The furnace must have just had some air in the lines - because after boiling some brats in beer on the cooktop(Wisconsinites will know what I mean) - the furnace worked perfectly.

There must be some type of short or grounding problem with the electrical system of my trailer. Every appliance and outlet works correctly with the exception of the A/C.

I tested the power at the A/C unit and it was dead. I then fixed a "jumper" from a cut of extension cord to see if the unit would work and it performed wonderfully. (I know that this method does not provide ample amperage - but it did serve to prove that the unit will work.)

What really bothers me is that while doing some maintainance / cleaning on both the water heater and refer - I felt a small amount of current passing through the body of the A/S into my hand as I held open the acess panels.

I noticed that the extension cord I was using had the ground cut off of it by someone - could this poor ground cause one to feel a small amount of current passing through the A/S - or does my problem seem more serious?

Also - I looked into the breaker box trying to identify which breaker did what - specifically trying to isolate the breaker the A/C is on. I have three breakers. The top seems to control the power from the street, alternating current indicator light, etc.

The next breaker has two switches on it - and I think it controls the majority of the outlets.

Will the A/C be on its own separte breaker or will it be run with other appliances/outlets?

I checked all over the trailer for the switch that was mentioned to keep from blowing the breaker by running the A/C and microwave at the same time - but it is no where to be found.

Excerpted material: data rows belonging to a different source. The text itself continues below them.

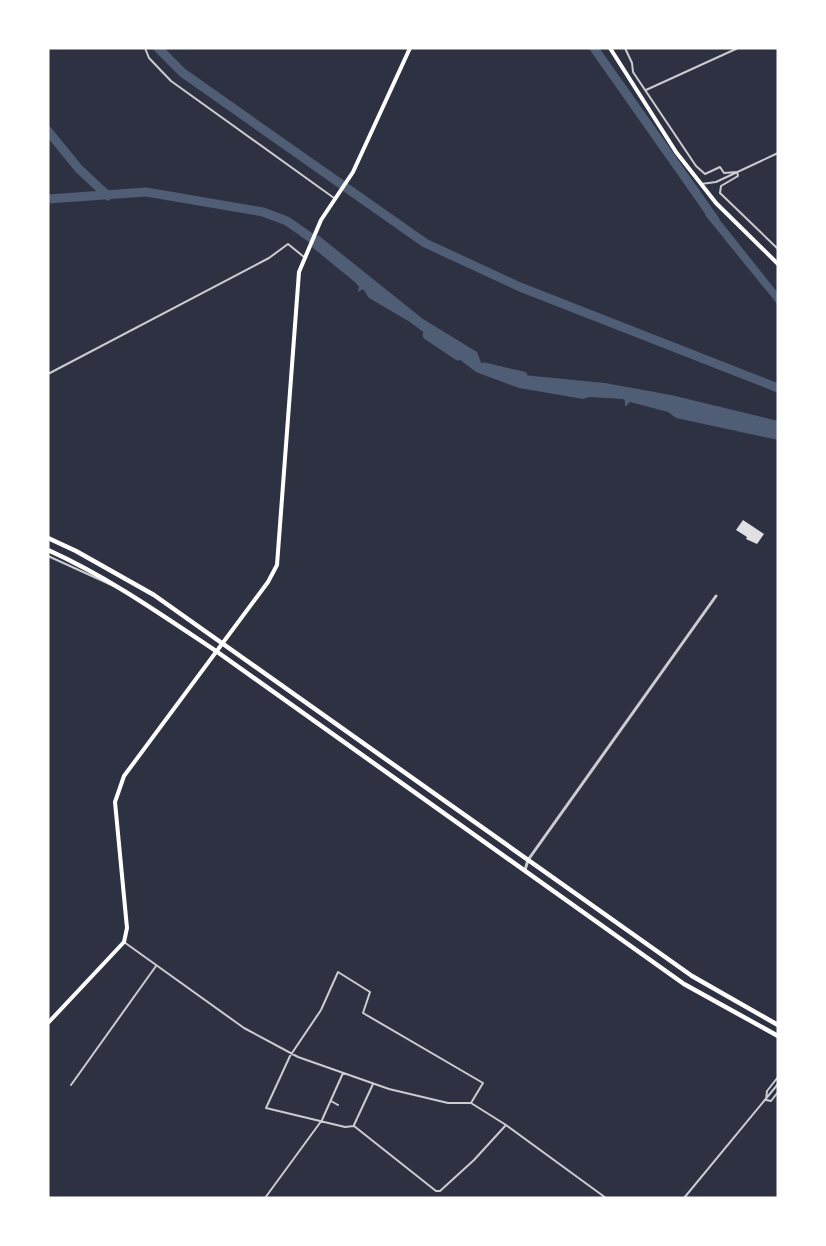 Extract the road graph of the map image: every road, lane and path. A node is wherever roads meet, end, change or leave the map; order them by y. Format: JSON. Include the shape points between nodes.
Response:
{"nodes":[{"id":1,"x":145,"y":48,"type":"edge"},
{"id":2,"x":410,"y":48,"type":"edge"},
{"id":3,"x":610,"y":48,"type":"edge"},
{"id":4,"x":625,"y":48,"type":"edge"},
{"id":5,"x":738,"y":48,"type":"edge"},
{"id":6,"x":646,"y":90,"type":"junction"},
{"id":7,"x":778,"y":153,"type":"edge"},
{"id":8,"x":737,"y":172,"type":"junction"},
{"id":9,"x":701,"y":184,"type":"junction"},
{"id":10,"x":334,"y":198,"type":"junction"},
{"id":11,"x":778,"y":249,"type":"edge"},
{"id":12,"x":305,"y":255,"type":"junction"},
{"id":13,"x":778,"y":264,"type":"edge"},
{"id":14,"x":48,"y":374,"type":"edge"},
{"id":15,"x":48,"y":538,"type":"edge"},
{"id":16,"x":48,"y":550,"type":"edge"},
{"id":17,"x":48,"y":556,"type":"edge"},
{"id":18,"x":120,"y":588,"type":"junction"},
{"id":19,"x":716,"y":596,"type":"dead end"},
{"id":20,"x":222,"y":643,"type":"junction"},
{"id":21,"x":216,"y":651,"type":"junction"},
{"id":22,"x":528,"y":861,"type":"junction"},
{"id":23,"x":525,"y":870,"type":"junction"},
{"id":24,"x":124,"y":942,"type":"junction"},
{"id":25,"x":156,"y":966,"type":"junction"},
{"id":26,"x":48,"y":1023,"type":"edge"},
{"id":27,"x":778,"y":1025,"type":"edge"},
{"id":28,"x":778,"y":1036,"type":"edge"},
{"id":29,"x":293,"y":1053,"type":"junction"},
{"id":30,"x":343,"y":1073,"type":"junction"},
{"id":31,"x":778,"y":1077,"type":"edge"},
{"id":32,"x":373,"y":1084,"type":"junction"},
{"id":33,"x":778,"y":1084,"type":"edge"},
{"id":34,"x":71,"y":1085,"type":"dead end"},
{"id":35,"x":778,"y":1092,"type":"edge"},
{"id":36,"x":766,"y":1100,"type":"junction"},
{"id":37,"x":331,"y":1101,"type":"junction"},
{"id":38,"x":471,"y":1103,"type":"junction"},
{"id":39,"x":339,"y":1105,"type":"dead end"},
{"id":40,"x":322,"y":1120,"type":"junction"},
{"id":41,"x":507,"y":1125,"type":"junction"},
{"id":42,"x":354,"y":1126,"type":"junction"},
{"id":43,"x":265,"y":1198,"type":"edge"},
{"id":44,"x":606,"y":1198,"type":"edge"},
{"id":45,"x":684,"y":1198,"type":"edge"}],
"edges":[{"from":1,"to":10,"type":"street","via":[[149,58],[171,81]]},
{"from":2,"to":10,"type":"main road","via":[[352,172]]},
{"from":3,"to":9,"type":"main road"},
{"from":4,"to":6,"type":"street","via":[[633,72]]},
{"from":5,"to":6,"type":"street"},
{"from":6,"to":8,"type":"street","via":[[682,147],[705,174],[720,167],[724,173]]},
{"from":7,"to":8,"type":"street"},
{"from":8,"to":9,"type":"street"},
{"from":8,"to":11,"type":"street","via":[[738,176],[721,186],[720,193]]},
{"from":9,"to":13,"type":"main road"},
{"from":10,"to":12,"type":"main road"},
{"from":12,"to":14,"type":"street","via":[[288,244]]},
{"from":12,"to":20,"type":"main road","via":[[299,272],[279,560],[268,582]]},
{"from":15,"to":20,"type":"highway","via":[[144,589]]},
{"from":16,"to":18,"type":"highway"},
{"from":17,"to":18,"type":"street"},
{"from":18,"to":21,"type":"highway"},
{"from":19,"to":22,"type":"street"},
{"from":20,"to":21,"type":"main road"},
{"from":20,"to":22,"type":"highway"},
{"from":21,"to":23,"type":"highway"},
{"from":21,"to":24,"type":"main road","via":[[119,788],[115,823],[127,928]]},
{"from":22,"to":23,"type":"street"},
{"from":22,"to":27,"type":"highway","via":[[692,976]]},
{"from":23,"to":28,"type":"highway","via":[[684,984]]},
{"from":24,"to":25,"type":"street"},
{"from":24,"to":26,"type":"main road"},
{"from":25,"to":29,"type":"street","via":[[244,1028]]},
{"from":25,"to":34,"type":"street"},
{"from":29,"to":30,"type":"street"},
{"from":29,"to":38,"type":"street","via":[[321,1010],[338,972],[370,992],[363,1013],[483,1083]]},
{"from":29,"to":40,"type":"street","via":[[266,1108]]},
{"from":30,"to":32,"type":"street"},
{"from":30,"to":37,"type":"street"},
{"from":31,"to":36,"type":"street","via":[[767,1091]]},
{"from":32,"to":38,"type":"street","via":[[448,1103]]},
{"from":32,"to":42,"type":"street"},
{"from":33,"to":36,"type":"street"},
{"from":35,"to":36,"type":"street","via":[[771,1101]]},
{"from":36,"to":45,"type":"street"},
{"from":37,"to":39,"type":"street"},
{"from":37,"to":40,"type":"street"},
{"from":38,"to":41,"type":"street"},
{"from":40,"to":42,"type":"street"},
{"from":40,"to":43,"type":"street"},
{"from":41,"to":42,"type":"street","via":[[440,1191]]},
{"from":41,"to":44,"type":"street"}]}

What I am trying to avoid is having to pull out all of my cabinets, ceiling etc. to trace the power cord runnning to the A/C - but if it is possible that the wire is the culprit for the small amount of current I felt due to a short or mice chewing it - then I guess that is what I'll need to do. Anyone have any idea where the cord goes?

By the way - the A/S is an '86 31' Sovereign - side bath, rear bed. A/C is top mounted Coleman with its own thermostat built into the unit. Power cord to A/C unit goes into ceiling and seems to head to refer / micro on street side of trailer.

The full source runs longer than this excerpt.